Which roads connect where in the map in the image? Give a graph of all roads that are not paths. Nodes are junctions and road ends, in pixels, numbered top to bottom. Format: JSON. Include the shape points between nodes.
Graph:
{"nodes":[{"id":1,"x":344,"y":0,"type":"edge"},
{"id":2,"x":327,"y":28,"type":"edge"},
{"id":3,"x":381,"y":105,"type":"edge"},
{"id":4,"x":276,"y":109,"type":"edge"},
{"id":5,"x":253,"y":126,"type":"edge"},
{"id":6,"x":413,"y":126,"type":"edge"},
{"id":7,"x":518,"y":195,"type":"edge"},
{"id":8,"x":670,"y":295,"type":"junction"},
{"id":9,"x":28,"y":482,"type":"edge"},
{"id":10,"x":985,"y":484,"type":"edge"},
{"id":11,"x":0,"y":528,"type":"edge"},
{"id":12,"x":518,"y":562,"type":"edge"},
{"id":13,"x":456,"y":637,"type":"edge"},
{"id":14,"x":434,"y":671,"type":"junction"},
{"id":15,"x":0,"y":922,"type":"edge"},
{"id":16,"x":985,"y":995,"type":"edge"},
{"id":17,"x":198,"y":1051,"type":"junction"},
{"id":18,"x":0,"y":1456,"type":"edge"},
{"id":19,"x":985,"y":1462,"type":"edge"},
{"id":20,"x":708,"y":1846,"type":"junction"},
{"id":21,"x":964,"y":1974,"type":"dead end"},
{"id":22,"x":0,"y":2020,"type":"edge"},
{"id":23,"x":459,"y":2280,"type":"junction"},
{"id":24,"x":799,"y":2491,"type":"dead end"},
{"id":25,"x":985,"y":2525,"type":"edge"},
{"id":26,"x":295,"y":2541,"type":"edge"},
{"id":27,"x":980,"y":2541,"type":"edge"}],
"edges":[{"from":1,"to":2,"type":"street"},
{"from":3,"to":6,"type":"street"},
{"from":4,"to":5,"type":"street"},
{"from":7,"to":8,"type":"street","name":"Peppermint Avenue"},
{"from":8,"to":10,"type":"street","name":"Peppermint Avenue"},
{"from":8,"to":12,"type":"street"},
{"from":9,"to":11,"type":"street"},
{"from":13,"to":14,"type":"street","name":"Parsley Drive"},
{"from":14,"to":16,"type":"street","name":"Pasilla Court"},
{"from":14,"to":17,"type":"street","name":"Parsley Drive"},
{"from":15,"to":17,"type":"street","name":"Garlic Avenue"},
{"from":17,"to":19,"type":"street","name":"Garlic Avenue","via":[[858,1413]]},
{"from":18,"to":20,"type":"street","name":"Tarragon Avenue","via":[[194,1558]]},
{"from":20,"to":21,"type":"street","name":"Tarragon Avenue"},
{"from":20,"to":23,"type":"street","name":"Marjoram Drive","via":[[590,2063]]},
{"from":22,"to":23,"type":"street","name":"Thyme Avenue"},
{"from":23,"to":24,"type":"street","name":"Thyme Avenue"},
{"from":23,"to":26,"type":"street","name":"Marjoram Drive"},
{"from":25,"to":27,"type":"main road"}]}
-------------------------
Reproduce every entry above. Make each line identical to the original.

Which roads connect where in the map in the image? Give a graph of all roads that are not paths. Nodes are junctions and road ends, in pixels, numbered top to bottom. Format: JSON. Include the shape points between nodes.
Graph:
{"nodes":[{"id":1,"x":344,"y":0,"type":"edge"},
{"id":2,"x":327,"y":28,"type":"edge"},
{"id":3,"x":381,"y":105,"type":"edge"},
{"id":4,"x":276,"y":109,"type":"edge"},
{"id":5,"x":253,"y":126,"type":"edge"},
{"id":6,"x":413,"y":126,"type":"edge"},
{"id":7,"x":518,"y":195,"type":"edge"},
{"id":8,"x":670,"y":295,"type":"junction"},
{"id":9,"x":28,"y":482,"type":"edge"},
{"id":10,"x":985,"y":484,"type":"edge"},
{"id":11,"x":0,"y":528,"type":"edge"},
{"id":12,"x":518,"y":562,"type":"edge"},
{"id":13,"x":456,"y":637,"type":"edge"},
{"id":14,"x":434,"y":671,"type":"junction"},
{"id":15,"x":0,"y":922,"type":"edge"},
{"id":16,"x":985,"y":995,"type":"edge"},
{"id":17,"x":198,"y":1051,"type":"junction"},
{"id":18,"x":0,"y":1456,"type":"edge"},
{"id":19,"x":985,"y":1462,"type":"edge"},
{"id":20,"x":708,"y":1846,"type":"junction"},
{"id":21,"x":964,"y":1974,"type":"dead end"},
{"id":22,"x":0,"y":2020,"type":"edge"},
{"id":23,"x":459,"y":2280,"type":"junction"},
{"id":24,"x":799,"y":2491,"type":"dead end"},
{"id":25,"x":985,"y":2525,"type":"edge"},
{"id":26,"x":295,"y":2541,"type":"edge"},
{"id":27,"x":980,"y":2541,"type":"edge"}],
"edges":[{"from":1,"to":2,"type":"street"},
{"from":3,"to":6,"type":"street"},
{"from":4,"to":5,"type":"street"},
{"from":7,"to":8,"type":"street","name":"Peppermint Avenue"},
{"from":8,"to":10,"type":"street","name":"Peppermint Avenue"},
{"from":8,"to":12,"type":"street"},
{"from":9,"to":11,"type":"street"},
{"from":13,"to":14,"type":"street","name":"Parsley Drive"},
{"from":14,"to":16,"type":"street","name":"Pasilla Court"},
{"from":14,"to":17,"type":"street","name":"Parsley Drive"},
{"from":15,"to":17,"type":"street","name":"Garlic Avenue"},
{"from":17,"to":19,"type":"street","name":"Garlic Avenue","via":[[858,1413]]},
{"from":18,"to":20,"type":"street","name":"Tarragon Avenue","via":[[194,1558]]},
{"from":20,"to":21,"type":"street","name":"Tarragon Avenue"},
{"from":20,"to":23,"type":"street","name":"Marjoram Drive","via":[[590,2063]]},
{"from":22,"to":23,"type":"street","name":"Thyme Avenue"},
{"from":23,"to":24,"type":"street","name":"Thyme Avenue"},
{"from":23,"to":26,"type":"street","name":"Marjoram Drive"},
{"from":25,"to":27,"type":"main road"}]}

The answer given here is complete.